In traditional/POSIX sh
the string equality test is a feature of the [
command (yes, that is a distinct command name!) which has some pesky requirements on quoting etc.
#### WRONG
if [ "$v" != 'x' ] || [ "$v" != 'y'] || [ "$v" != 'z' ]; then
: some code which should happen when $v is not 'x' or 'y' or 'z'
fi
Modern shells like Ksh, Bash, Zsh etc also have [[
which is somewhat less pesky.
#### STILL WRONG
if [[ $v != 'x' || $v != 'y' || $v != 'z' ]]; then
: some code which should happen when $v is not 'x' or 'y' or 'z'
fi
We should highlight the requirement to have spaces around each token, which is something many beginners overlook (i.e. you can't say if[[$v
or $v!='y'
without whitespace around the commands and operators), and the apparent optionality of quoting. Failing to quote a value is often not a syntax error, but it will lead to grave undesired semantical troubles if you fail to quote a value which needs to be quoted. (More on this elsewhere.)
The obvious fix here is to use &&
instead of ||
but you should also note that [[
typically sports support for regular expressions, so you can say something like
if [[ ! $v =~ ^(x|y|z)$ ]]; then
: yeah
fi
and don't forget the trusty old case
statement which is quite natural for this, and portable back into the late 1970s:
case $v in
x | y | z)
;; # don't actually do anything in this switch
*) # anything else, we fall through to this switch
yeah
some more yeah
in fact, lots of yeah;;
esac
The trailing double semicolons cause aneurysms at first, but you quickly recover, and learn to appreciate, even love them. POSIX lets you put an opening parenthesis before the match expression so you don't have unpaired right parentheses, but this usage is rather uncommon.
(This is obviously not a suitable answer for Unix shells which are not from the Bourne family. The C family of shells -- including the still somewhat popular tcsh
-- use a syntax which is supposedly "C-like" but that's like being unable to tell apart Alice Cooper from the girl who went to Wonderland; and the Fish shell has its own peculiarities which I'm not even competent to comment on.)

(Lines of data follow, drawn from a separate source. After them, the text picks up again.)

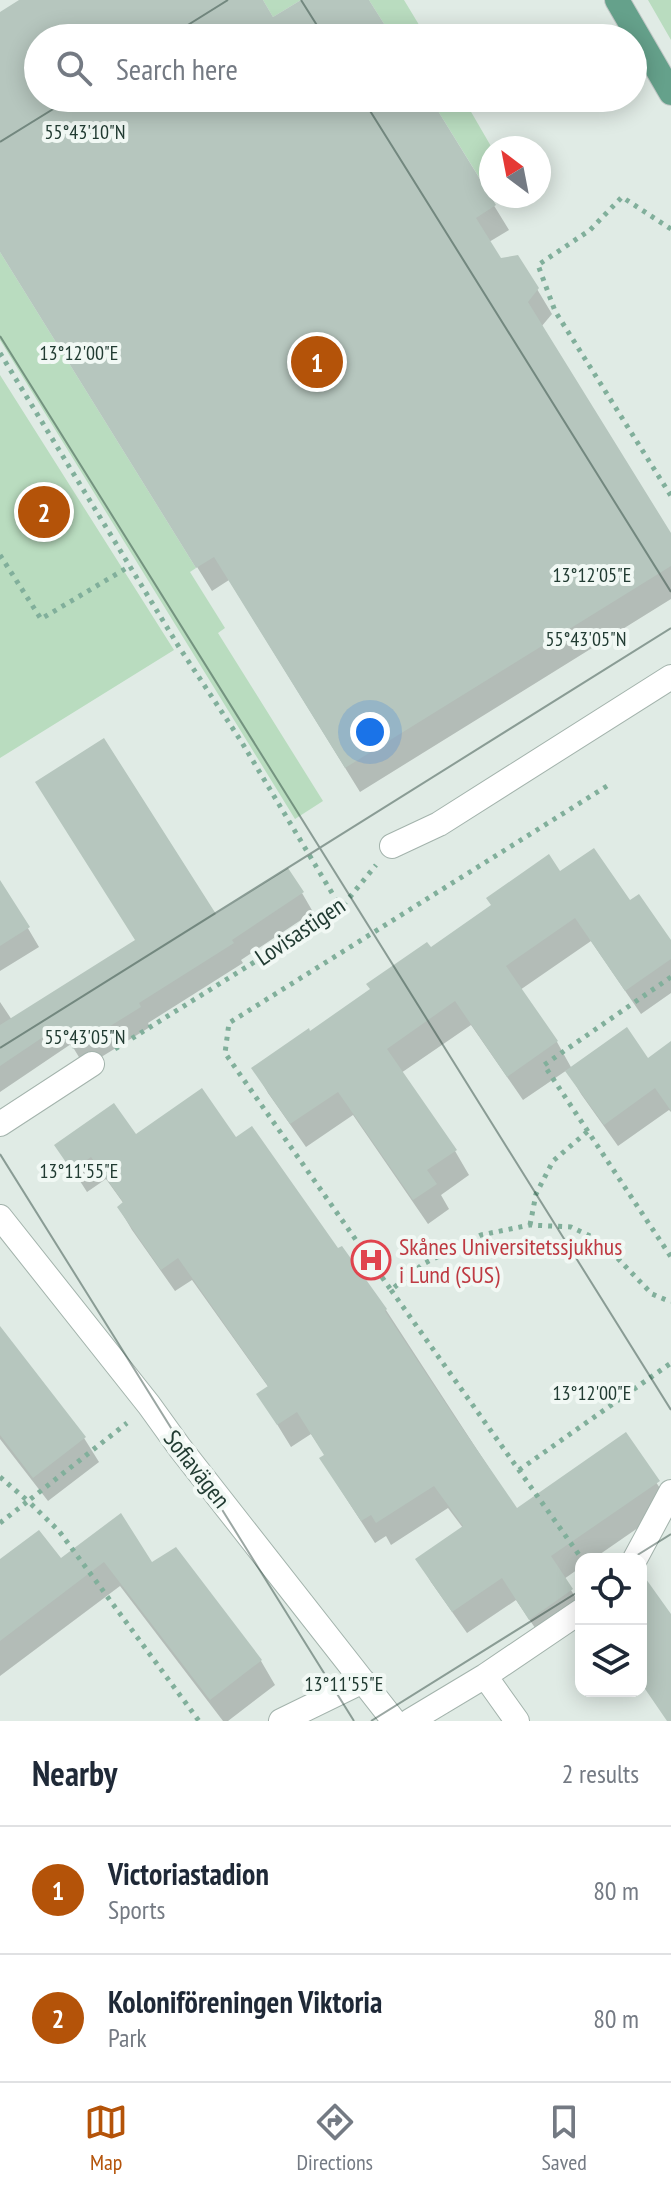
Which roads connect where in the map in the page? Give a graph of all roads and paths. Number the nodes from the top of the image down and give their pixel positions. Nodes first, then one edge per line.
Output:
1 (617, 0) edge
2 (631, 24) edge
3 (647, 52) edge
4 (671, 93) edge
5 (671, 229) edge
6 (0, 353) edge
7 (671, 496) edge
8 (0, 555) edge
9 (130, 566) junction
10 (671, 677) edge
11 (607, 786) dead end
12 (392, 846) joint
13 (341, 908) junction
14 (671, 977) edge
15 (92, 1064) joint
16 (0, 1124) edge
17 (588, 1131) junction
18 (0, 1217) edge
19 (530, 1225) junction
20 (671, 1257) edge
21 (391, 1290) junction
22 (671, 1302) edge
23 (671, 1363) edge
24 (149, 1405) junction
25 (519, 1470) junction
26 (0, 1477) edge
27 (671, 1492) edge
28 (28, 1501) junction
29 (0, 1523) edge
30 (578, 1553) edge
31 (638, 1553) edge
32 (575, 1615) edge
33 (485, 1676) junction
34 (363, 1681) junction
35 (199, 1721) edge
36 (281, 1721) edge
37 (394, 1721) edge
38 (410, 1721) edge
39 (517, 1721) edge

1 - 2 main road
3 - 4 main road
5 - 7 path
6 - 9 path
8 - 9 path
9 - 13 path
10 - 12 street
11 - 21 path
12 - 13 path, Lovisastigen
13 - 15 path, Lovisastigen
14 - 17 path
15 - 16 street
17 - 19 path
17 - 20 path
18 - 24 street, Sofiavägen
19 - 21 path
19 - 22 path
21 - 25 path
23 - 25 path
24 - 28 path
24 - 34 street, Sofiavägen
25 - 30 path
26 - 28 path
27 - 31 street
28 - 29 path
28 - 35 path
32 - 33 street
33 - 38 street
33 - 39 street
34 - 36 street
34 - 37 street, Sofiavägen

You could use something like this, for PHP:
if(strpos('xyz',$v[0])===false)//example 1
//strpos returns false when the letter isn't in the string
//returns the position (0 based) of the substring
//we must use a strict comparison to see if it isn't in the substring
if(!in_array($v[0],array('x','y','z')))//example 2
//example 3
$out=array('x'=>1,'y'=>1,'z'=>1); //create an array
if(!$out[$v[0]]) //check if it's not 1
if(!preg_match('/^[xyz]$/',$v))//example 4, using regex
if(str_replace(array('x','y','z'),'',$v[0]))//example 5
if(trim($v[0],'xyz'))//example 6
For Javascript:
if(~'xyz'.search(v[0]))//example 1(.indexOf() works too)
if(!(v[0] in {x:0,y:0,z:0}))//example 2
if(~['x','y','z'].indexOf(v[0]))//example 3, incompatible with older browsers.
if(!/^[xyz]$/.match(v))//example 4
if(v.replace(/^[xyz]$/))//example 5
For MySQL:
Select not locate(@v,'xyz'); -- example 1
select @v not in ('x','y','z'); -- example 2
-- repetition of the same pattern for the others
For C:
if(!strstr("xyz",v))//example 1, untested
There are more ways, I'm just too lazy.
Use your imagination and just write the one that you like more!